What is needed
Return the records exactly as they stand, and keep the pictures out of the copy.

Start of Exercise data

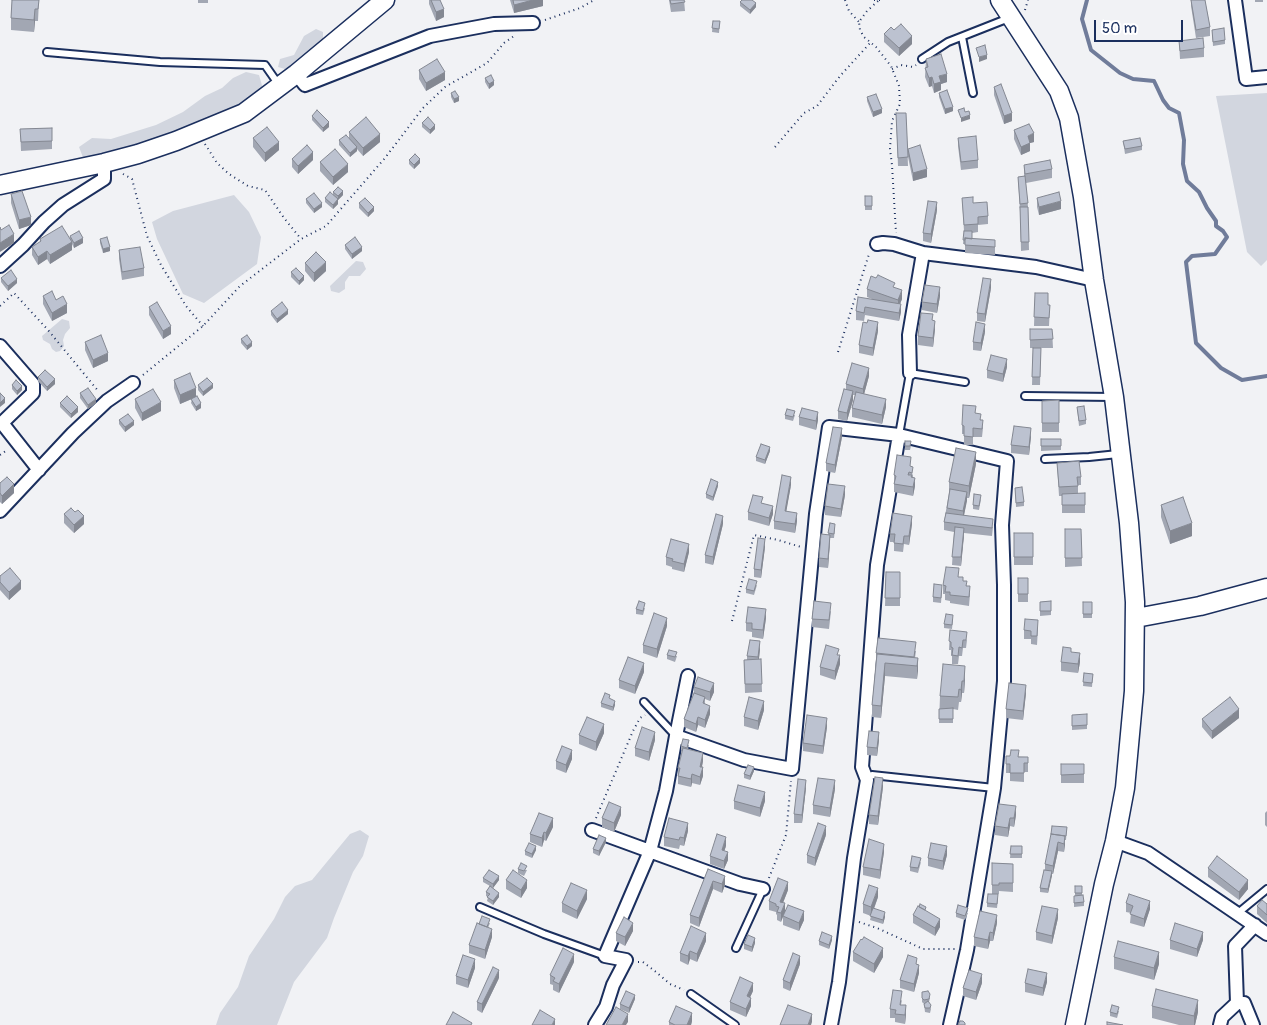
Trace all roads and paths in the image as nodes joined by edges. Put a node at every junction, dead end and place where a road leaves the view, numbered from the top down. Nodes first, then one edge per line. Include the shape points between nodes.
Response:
1 (594, 0) edge
2 (845, 0) edge
3 (874, 0) edge
4 (879, 0) edge
5 (1000, 0) edge
6 (1235, 0) edge
7 (380, 2) edge
8 (1013, 17) junction
9 (859, 22) junction
10 (533, 23) junction
11 (962, 37) junction
12 (871, 42) junction
13 (47, 52) dead end
14 (922, 59) joint
15 (892, 69) junction
16 (296, 74) junction
17 (1267, 77) edge
18 (279, 86) junction
19 (973, 93) dead end
20 (198, 132) junction
21 (775, 147) dead end
22 (104, 168) junction
23 (0, 185) edge
24 (301, 239) junction
25 (876, 244) joint
26 (894, 244) junction
27 (923, 253) junction
28 (0, 266) edge
29 (1094, 280) junction
30 (0, 306) edge
31 (203, 326) junction
32 (0, 346) edge
33 (838, 352) dead end
34 (910, 373) junction
35 (965, 382) dead end
36 (133, 383) joint
37 (1025, 396) dead end
38 (1114, 398) junction
39 (107, 401) junction
40 (899, 435) junction
41 (1120, 453) junction
42 (1045, 459) dead end
43 (38, 470) junction
44 (0, 511) edge
45 (813, 551) junction
46 (1267, 588) edge
47 (1136, 618) junction
48 (732, 621) dead end
49 (688, 676) dead end
50 (644, 702) dead end
51 (652, 711) junction
52 (676, 736) junction
53 (792, 769) junction
54 (866, 777) junction
55 (994, 788) junction
56 (592, 830) joint
57 (1116, 841) junction
58 (650, 851) junction
59 (763, 889) junction
60 (1267, 889) edge
61 (480, 907) dead end
62 (1238, 913) junction
63 (847, 919) junction
64 (1255, 924) junction
65 (1267, 934) edge
66 (736, 948) dead end
67 (966, 950) junction
68 (606, 956) junction
69 (626, 960) junction
70 (691, 994) joint
71 (1237, 1003) junction
72 (595, 1025) edge
73 (735, 1025) edge
74 (831, 1025) edge
75 (950, 1025) edge
76 (1075, 1025) edge
77 (1220, 1025) edge
78 (1253, 1025) edge

1 - 10 path via 580,8
2 - 9 path
3 - 4 path
4 - 9 path
5 - 8 street
6 - 17 street via 1246,79
7 - 16 street
8 - 11 lane
8 - 29 street via 1060,91 1069,118
9 - 12 path via 860,30
10 - 16 street via 494,24 430,36 305,85
10 - 24 path via 504,43 487,63 445,87 423,108 326,226
11 - 14 lane
11 - 19 lane
12 - 15 path
12 - 21 path via 817,106 804,113
13 - 18 lane via 160,62 265,66
14 - 15 path via 913,67
15 - 26 path via 899,86 900,104 892,121 890,149 895,208
16 - 18 street
18 - 20 street via 244,113
20 - 22 street
20 - 24 path via 217,164 248,186 265,190
22 - 23 street
22 - 28 street via 104,178 63,205
22 - 31 path via 119,171 132,180 147,236 161,265 186,306
24 - 31 path via 240,286
25 - 26 street
25 - 33 path via 872,246
26 - 27 street
27 - 29 street via 1036,267
27 - 34 street via 910,335
29 - 38 street
30 - 39 path via 14,293
31 - 36 path
32 - 43 street via 33,384 33,393 2,423
34 - 35 lane
34 - 40 lane
36 - 39 street
37 - 38 lane
38 - 41 street
39 - 43 street
40 - 45 street via 829,427
40 - 54 street via 877,565 862,767
40 - 55 street via 1007,461 1002,525 1004,681
41 - 42 lane
41 - 47 street
43 - 44 street
45 - 48 path via 754,535
45 - 53 street
46 - 47 street via 1200,606
47 - 57 street via 1132,710 1125,788
49 - 52 street
50 - 51 lane
51 - 52 lane
51 - 56 path via 640,718
52 - 53 street via 744,760
52 - 58 street
53 - 59 path via 786,835
54 - 55 lane via 872,775
54 - 63 street
55 - 67 street
56 - 58 street
57 - 62 street via 1148,853
57 - 76 street
58 - 59 street via 740,884
58 - 68 street
59 - 66 lane
60 - 62 lane
61 - 68 lane
62 - 64 street
63 - 67 path via 877,928 923,949
63 - 74 street
64 - 65 street
64 - 71 street via 1236,946
67 - 75 street
68 - 69 street
69 - 70 path via 643,962 670,984
69 - 72 street
70 - 73 lane
71 - 77 street via 1222,1017
71 - 78 street via 1244,1003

End of Exercise data

The completed task
Trace all roads and paths in the image as nodes joined by edges. Put a node at every junction, dead end and place where a road leaves the view, numbered from the top down. Nodes first, then one edge per line. Include the shape points between nodes.
Response:
1 (594, 0) edge
2 (845, 0) edge
3 (874, 0) edge
4 (879, 0) edge
5 (1000, 0) edge
6 (1235, 0) edge
7 (380, 2) edge
8 (1013, 17) junction
9 (859, 22) junction
10 (533, 23) junction
11 (962, 37) junction
12 (871, 42) junction
13 (47, 52) dead end
14 (922, 59) joint
15 (892, 69) junction
16 (296, 74) junction
17 (1267, 77) edge
18 (279, 86) junction
19 (973, 93) dead end
20 (198, 132) junction
21 (775, 147) dead end
22 (104, 168) junction
23 (0, 185) edge
24 (301, 239) junction
25 (876, 244) joint
26 (894, 244) junction
27 (923, 253) junction
28 (0, 266) edge
29 (1094, 280) junction
30 (0, 306) edge
31 (203, 326) junction
32 (0, 346) edge
33 (838, 352) dead end
34 (910, 373) junction
35 (965, 382) dead end
36 (133, 383) joint
37 (1025, 396) dead end
38 (1114, 398) junction
39 (107, 401) junction
40 (899, 435) junction
41 (1120, 453) junction
42 (1045, 459) dead end
43 (38, 470) junction
44 (0, 511) edge
45 (813, 551) junction
46 (1267, 588) edge
47 (1136, 618) junction
48 (732, 621) dead end
49 (688, 676) dead end
50 (644, 702) dead end
51 (652, 711) junction
52 (676, 736) junction
53 (792, 769) junction
54 (866, 777) junction
55 (994, 788) junction
56 (592, 830) joint
57 (1116, 841) junction
58 (650, 851) junction
59 (763, 889) junction
60 (1267, 889) edge
61 (480, 907) dead end
62 (1238, 913) junction
63 (847, 919) junction
64 (1255, 924) junction
65 (1267, 934) edge
66 (736, 948) dead end
67 (966, 950) junction
68 (606, 956) junction
69 (626, 960) junction
70 (691, 994) joint
71 (1237, 1003) junction
72 (595, 1025) edge
73 (735, 1025) edge
74 (831, 1025) edge
75 (950, 1025) edge
76 (1075, 1025) edge
77 (1220, 1025) edge
78 (1253, 1025) edge

1 - 10 path via 580,8
2 - 9 path
3 - 4 path
4 - 9 path
5 - 8 street
6 - 17 street via 1246,79
7 - 16 street
8 - 11 lane
8 - 29 street via 1060,91 1069,118
9 - 12 path via 860,30
10 - 16 street via 494,24 430,36 305,85
10 - 24 path via 504,43 487,63 445,87 423,108 326,226
11 - 14 lane
11 - 19 lane
12 - 15 path
12 - 21 path via 817,106 804,113
13 - 18 lane via 160,62 265,66
14 - 15 path via 913,67
15 - 26 path via 899,86 900,104 892,121 890,149 895,208
16 - 18 street
18 - 20 street via 244,113
20 - 22 street
20 - 24 path via 217,164 248,186 265,190
22 - 23 street
22 - 28 street via 104,178 63,205
22 - 31 path via 119,171 132,180 147,236 161,265 186,306
24 - 31 path via 240,286
25 - 26 street
25 - 33 path via 872,246
26 - 27 street
27 - 29 street via 1036,267
27 - 34 street via 910,335
29 - 38 street
30 - 39 path via 14,293
31 - 36 path
32 - 43 street via 33,384 33,393 2,423
34 - 35 lane
34 - 40 lane
36 - 39 street
37 - 38 lane
38 - 41 street
39 - 43 street
40 - 45 street via 829,427
40 - 54 street via 877,565 862,767
40 - 55 street via 1007,461 1002,525 1004,681
41 - 42 lane
41 - 47 street
43 - 44 street
45 - 48 path via 754,535
45 - 53 street
46 - 47 street via 1200,606
47 - 57 street via 1132,710 1125,788
49 - 52 street
50 - 51 lane
51 - 52 lane
51 - 56 path via 640,718
52 - 53 street via 744,760
52 - 58 street
53 - 59 path via 786,835
54 - 55 lane via 872,775
54 - 63 street
55 - 67 street
56 - 58 street
57 - 62 street via 1148,853
57 - 76 street
58 - 59 street via 740,884
58 - 68 street
59 - 66 lane
60 - 62 lane
61 - 68 lane
62 - 64 street
63 - 67 path via 877,928 923,949
63 - 74 street
64 - 65 street
64 - 71 street via 1236,946
67 - 75 street
68 - 69 street
69 - 70 path via 643,962 670,984
69 - 72 street
70 - 73 lane
71 - 77 street via 1222,1017
71 - 78 street via 1244,1003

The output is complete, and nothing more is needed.